*SUPPLIED DATA*:
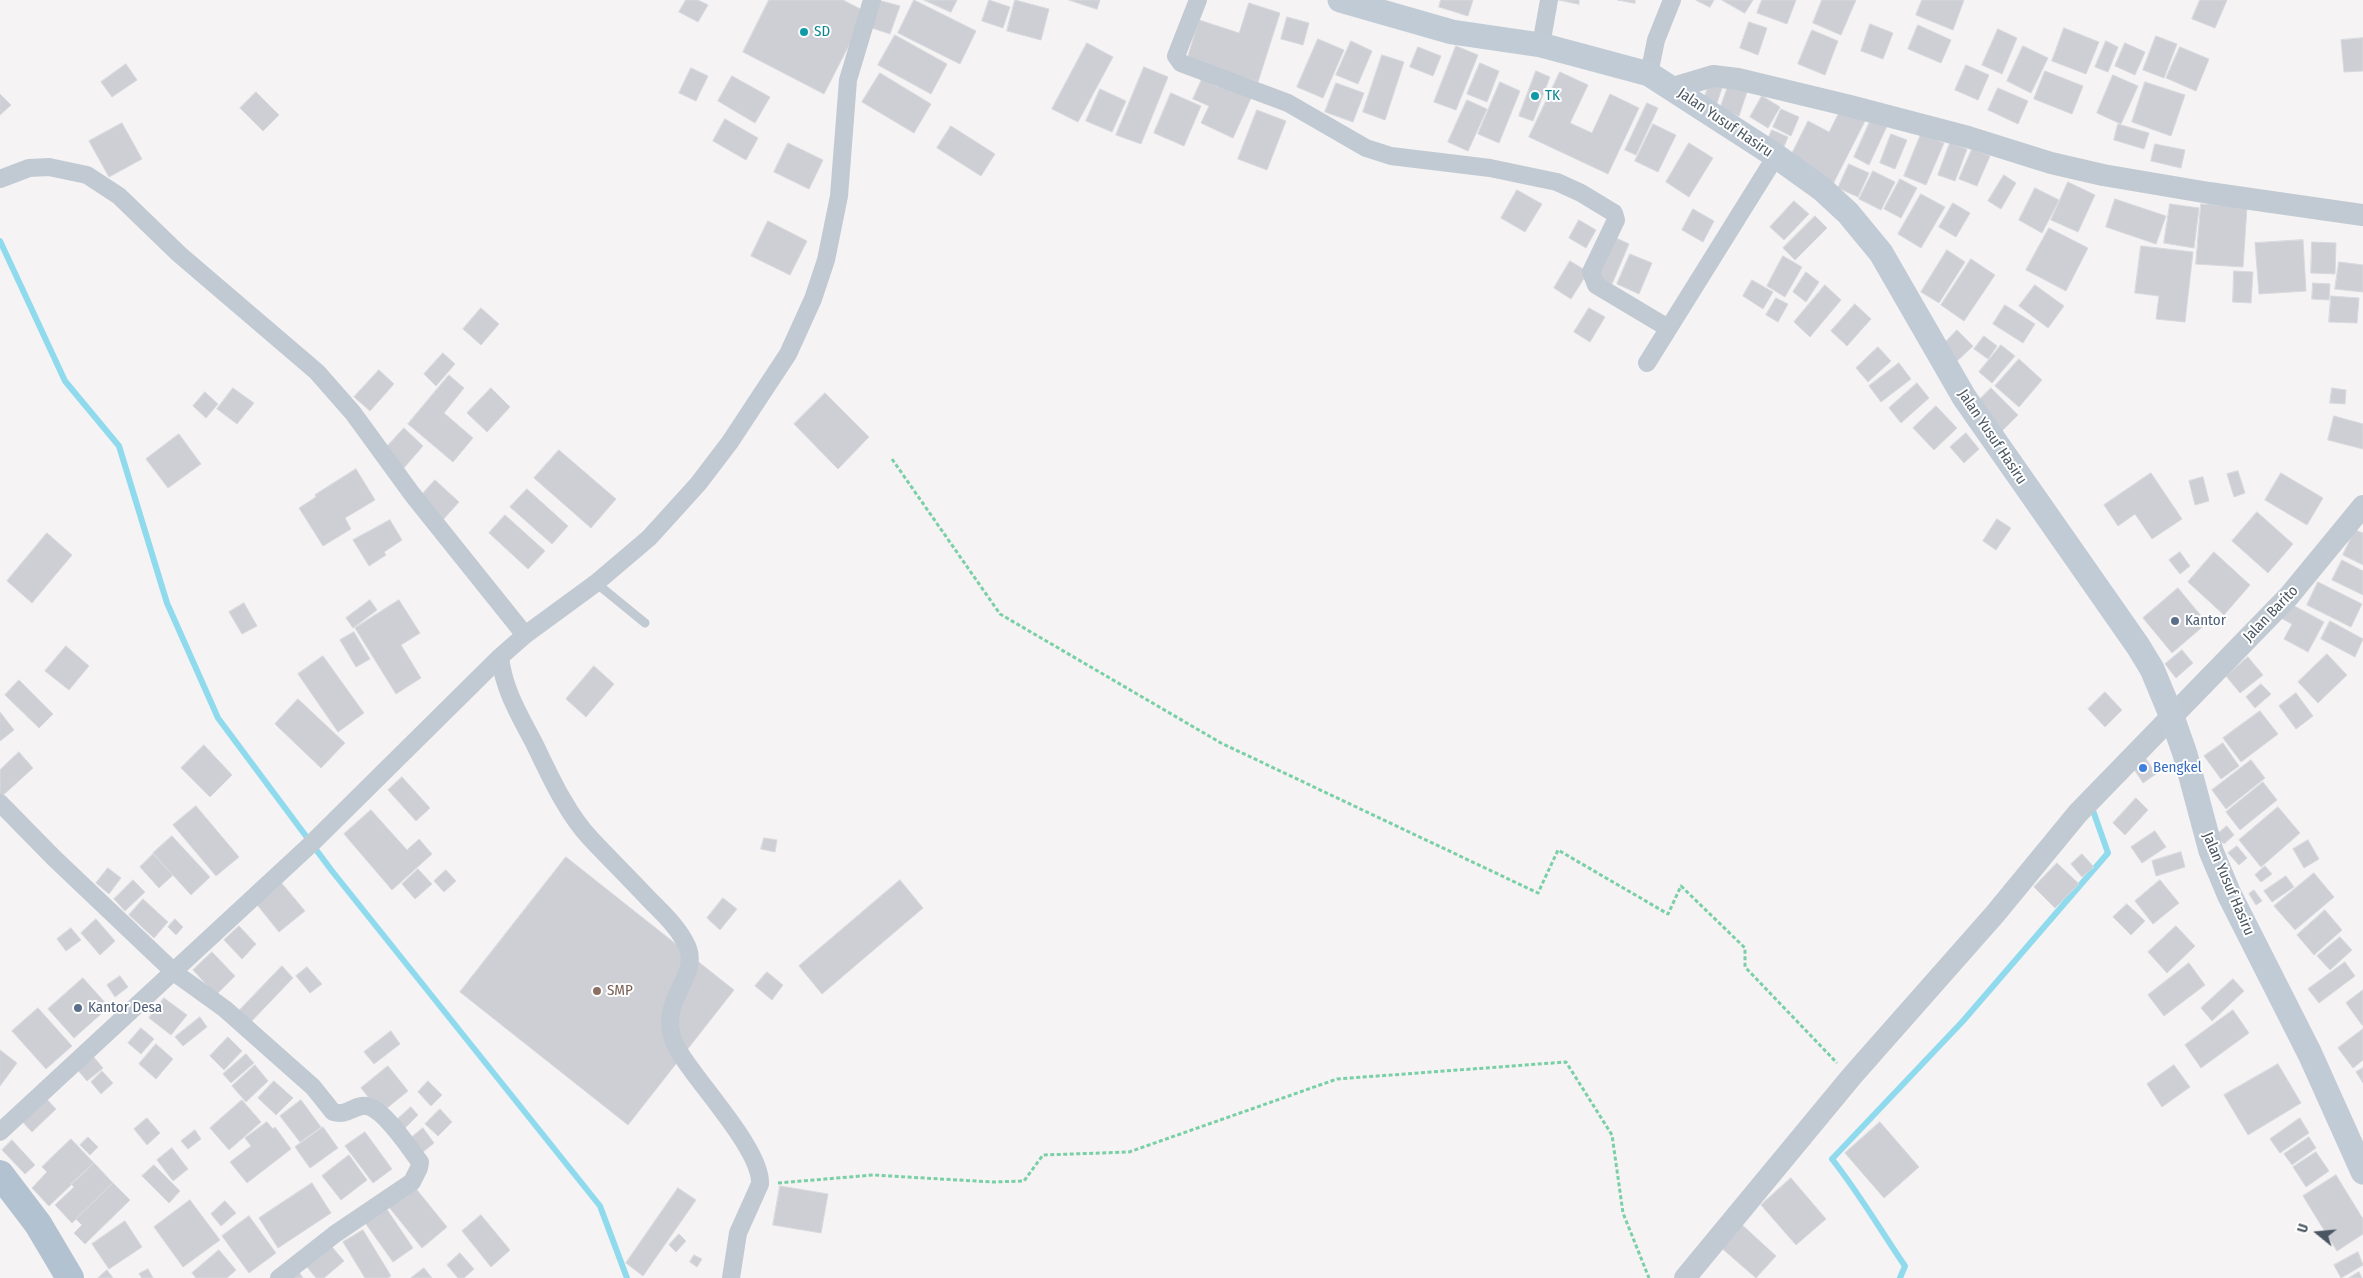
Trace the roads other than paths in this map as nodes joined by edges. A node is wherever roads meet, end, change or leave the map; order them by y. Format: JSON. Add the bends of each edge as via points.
{"nodes":[{"id":1,"x":872,"y":0,"type":"edge"},
{"id":2,"x":1198,"y":0,"type":"edge"},
{"id":3,"x":1340,"y":0,"type":"edge"},
{"id":4,"x":1549,"y":0,"type":"edge"},
{"id":5,"x":1672,"y":0,"type":"edge"},
{"id":6,"x":1372,"y":5,"type":"edge"},
{"id":7,"x":1541,"y":45,"type":"junction"},
{"id":8,"x":1649,"y":74,"type":"junction"},
{"id":9,"x":1673,"y":88,"type":"junction"},
{"id":10,"x":1776,"y":156,"type":"junction"},
{"id":11,"x":0,"y":179,"type":"edge"},
{"id":12,"x":2363,"y":215,"type":"edge"},
{"id":13,"x":1668,"y":328,"type":"junction"},
{"id":14,"x":1647,"y":363,"type":"dead end"},
{"id":15,"x":2363,"y":506,"type":"edge"},
{"id":16,"x":596,"y":583,"type":"junction"},
{"id":17,"x":645,"y":623,"type":"dead end"},
{"id":18,"x":526,"y":635,"type":"junction"},
{"id":19,"x":500,"y":658,"type":"junction"},
{"id":20,"x":2172,"y":717,"type":"junction"},
{"id":21,"x":0,"y":803,"type":"edge"},
{"id":22,"x":175,"y":973,"type":"junction"},
{"id":23,"x":0,"y":1132,"type":"edge"},
{"id":24,"x":2361,"y":1165,"type":"edge"},
{"id":25,"x":0,"y":1174,"type":"edge"},
{"id":26,"x":70,"y":1278,"type":"edge"},
{"id":27,"x":280,"y":1278,"type":"edge"},
{"id":28,"x":731,"y":1278,"type":"edge"},
{"id":29,"x":1685,"y":1278,"type":"edge"}],
"edges":[{"from":1,"to":16,"type":"street","via":[[848,80],[839,196],[826,260],[797,337],[730,442],[698,484],[649,538]]},
{"from":2,"to":13,"type":"street","via":[[1176,56],[1181,63],[1288,103],[1366,148],[1391,156],[1490,168],[1557,182],[1614,213],[1616,220],[1591,272],[1592,279],[1596,285]]},
{"from":3,"to":6,"type":"main road","name":"Jalan Yusuf Hasiru"},
{"from":4,"to":7,"type":"street"},
{"from":5,"to":8,"type":"street","via":[[1656,40]]},
{"from":6,"to":7,"type":"main road","name":"Jalan Yusuf Hasiru","via":[[1452,32]]},
{"from":7,"to":8,"type":"main road","name":"Jalan Yusuf Hasiru"},
{"from":8,"to":9,"type":"main road","name":"Jalan Yusuf Hasiru"},
{"from":9,"to":10,"type":"main road","name":"Jalan Yusuf Hasiru"},
{"from":9,"to":12,"type":"street","via":[[1713,76],[1738,79],[2103,175]]},
{"from":10,"to":13,"type":"street"},
{"from":10,"to":20,"type":"main road","name":"Jalan Yusuf Hasiru","via":[[1848,213],[1880,253],[1964,397],[2138,646],[2152,669]]},
{"from":11,"to":18,"type":"street","via":[[28,168],[49,167],[87,175],[119,196],[200,273],[317,372],[353,413],[412,494]]},
{"from":13,"to":14,"type":"street"},
{"from":15,"to":20,"type":"street","name":"Jalan Barito","via":[[2289,596]]},
{"from":16,"to":17,"type":"lane"},
{"from":16,"to":18,"type":"street"},
{"from":18,"to":19,"type":"street"},
{"from":19,"to":22,"type":"street","via":[[310,846]]},
{"from":19,"to":28,"type":"street","via":[[502,677],[510,697],[557,789],[588,837],[674,924],[689,954],[687,972],[672,1004],[670,1027],[673,1040],[759,1167],[760,1184],[738,1233]]},
{"from":20,"to":24,"type":"main road","name":"Jalan Yusuf Hasiru","via":[[2211,851],[2229,894],[2310,1054]]},
{"from":20,"to":29,"type":"street","name":"Jalan Barito","via":[[2078,813],[1995,914],[1852,1076]]},
{"from":21,"to":22,"type":"street"},
{"from":22,"to":23,"type":"street"},
{"from":22,"to":27,"type":"street","via":[[225,1009],[313,1087],[333,1112],[343,1114],[361,1106],[374,1109],[397,1131],[420,1162],[412,1182],[335,1234]]},
{"from":25,"to":26,"type":"main road","via":[[38,1224]]}]}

*WORK ITEM*: Go through the material above and return each line that holds the word "junction".

*OUTPUT OF THE EXERCISE*:
{"id":7,"x":1541,"y":45,"type":"junction"},
{"id":8,"x":1649,"y":74,"type":"junction"},
{"id":9,"x":1673,"y":88,"type":"junction"},
{"id":10,"x":1776,"y":156,"type":"junction"},
{"id":13,"x":1668,"y":328,"type":"junction"},
{"id":16,"x":596,"y":583,"type":"junction"},
{"id":18,"x":526,"y":635,"type":"junction"},
{"id":19,"x":500,"y":658,"type":"junction"},
{"id":20,"x":2172,"y":717,"type":"junction"},
{"id":22,"x":175,"y":973,"type":"junction"},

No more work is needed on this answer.